An airplane leaves an airport at 9:00 p.M. With a heading of 270 and a speed of 610 mph. At 10:00 p.M. The pilot changes the heading to 310. Determine how far the plane is from the airport at 1:00 a.M.

Answer 1

2330.51 miles

Explanation:

Given that the speed of the airplane = 610 mph.

The airplane leaves an airport at 9:00 P.M. with a heading of 270 degrees and at 10:00 P.M., the pilot changes the heading to 310 degrees.

So, for 1 hour the plane is heading at 270 degrees and for 3 hours, from 10:00 p.m to 1:00 a.m, the plane is heading at 310 degrees as shown in the figure.

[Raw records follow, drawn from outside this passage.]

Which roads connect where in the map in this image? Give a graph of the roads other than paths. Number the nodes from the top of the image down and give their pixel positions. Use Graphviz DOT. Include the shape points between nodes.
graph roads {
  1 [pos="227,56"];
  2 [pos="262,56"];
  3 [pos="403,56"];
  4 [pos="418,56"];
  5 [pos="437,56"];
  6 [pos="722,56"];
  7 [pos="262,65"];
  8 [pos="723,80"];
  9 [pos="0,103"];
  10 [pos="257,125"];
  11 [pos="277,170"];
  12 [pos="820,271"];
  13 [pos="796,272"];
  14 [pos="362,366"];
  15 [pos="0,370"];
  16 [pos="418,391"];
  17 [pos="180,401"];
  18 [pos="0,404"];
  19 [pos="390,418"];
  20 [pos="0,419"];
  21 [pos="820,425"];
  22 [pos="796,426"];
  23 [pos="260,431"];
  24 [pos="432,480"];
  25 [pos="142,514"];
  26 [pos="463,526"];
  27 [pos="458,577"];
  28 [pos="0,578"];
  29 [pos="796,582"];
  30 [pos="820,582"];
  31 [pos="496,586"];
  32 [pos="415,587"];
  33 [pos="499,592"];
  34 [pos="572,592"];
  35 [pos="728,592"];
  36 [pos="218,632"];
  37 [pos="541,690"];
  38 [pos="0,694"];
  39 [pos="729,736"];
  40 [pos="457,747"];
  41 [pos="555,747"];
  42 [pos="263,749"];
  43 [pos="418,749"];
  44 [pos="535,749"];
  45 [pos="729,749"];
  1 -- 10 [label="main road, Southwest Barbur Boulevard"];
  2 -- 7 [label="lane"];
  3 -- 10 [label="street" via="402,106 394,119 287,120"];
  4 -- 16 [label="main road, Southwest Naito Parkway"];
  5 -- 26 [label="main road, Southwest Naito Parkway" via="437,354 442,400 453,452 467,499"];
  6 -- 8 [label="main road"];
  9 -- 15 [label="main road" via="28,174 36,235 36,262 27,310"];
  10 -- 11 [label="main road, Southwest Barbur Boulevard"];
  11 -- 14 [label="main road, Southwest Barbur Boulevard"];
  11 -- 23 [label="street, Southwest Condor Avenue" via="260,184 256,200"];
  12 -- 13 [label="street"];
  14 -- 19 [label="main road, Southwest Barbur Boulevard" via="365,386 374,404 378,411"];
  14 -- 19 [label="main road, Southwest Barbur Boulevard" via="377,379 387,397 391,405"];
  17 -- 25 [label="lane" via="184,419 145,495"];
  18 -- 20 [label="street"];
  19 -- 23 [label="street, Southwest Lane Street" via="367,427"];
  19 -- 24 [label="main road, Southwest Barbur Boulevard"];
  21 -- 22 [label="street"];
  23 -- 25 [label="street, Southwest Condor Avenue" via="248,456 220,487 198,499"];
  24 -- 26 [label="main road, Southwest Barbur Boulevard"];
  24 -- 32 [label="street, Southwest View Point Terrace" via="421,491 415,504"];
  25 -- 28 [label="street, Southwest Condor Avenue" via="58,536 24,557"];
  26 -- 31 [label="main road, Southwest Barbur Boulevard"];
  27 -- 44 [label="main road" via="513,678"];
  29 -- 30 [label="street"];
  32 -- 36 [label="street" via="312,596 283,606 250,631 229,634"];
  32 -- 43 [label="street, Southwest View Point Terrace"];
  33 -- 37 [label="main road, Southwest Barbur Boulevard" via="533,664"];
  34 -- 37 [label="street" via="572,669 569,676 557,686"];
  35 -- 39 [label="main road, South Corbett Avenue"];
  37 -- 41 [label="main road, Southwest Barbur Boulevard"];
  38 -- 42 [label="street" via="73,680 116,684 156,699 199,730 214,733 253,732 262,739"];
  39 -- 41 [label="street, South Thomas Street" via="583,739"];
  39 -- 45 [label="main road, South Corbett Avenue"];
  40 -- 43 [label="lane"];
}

As, distance = time x speed, so

The distance covered at 270 degrees,
`d_1 = 1*610=610` miles.

The distance covered at 310 degrees,
`d_2 = 3*610=1830` miles.

Total distance covered, d, is the magnitude of the sum of vectors
`\vec{d_1}` and
`\vec{d_2}` as shown in the figure.

The angle between the vectors
`\vec{d_1}` and
`\vec{d_2}`,
`\theta=310-270=40` degree.

Magnitude of sum of the vectors \vec{d_1} and \vec{d_2},

`d= \sqrt{|\vec{d_1}|^2+|\vec{d_2}|^2+2|\vec{d_1}|\;|\vec{d_2}|\cos\theta} \\\\\Rightarrow d=\sqrt{610^2+1830^2+2|\vec{d_1}|\;|\vec{d_2}|\cos\(40^(\circ))}`

`\Rightarrow d=2330.51` miles

Hence, at 1:00 a.m, the airplane is at a distance of 2330.51 miles from the airport.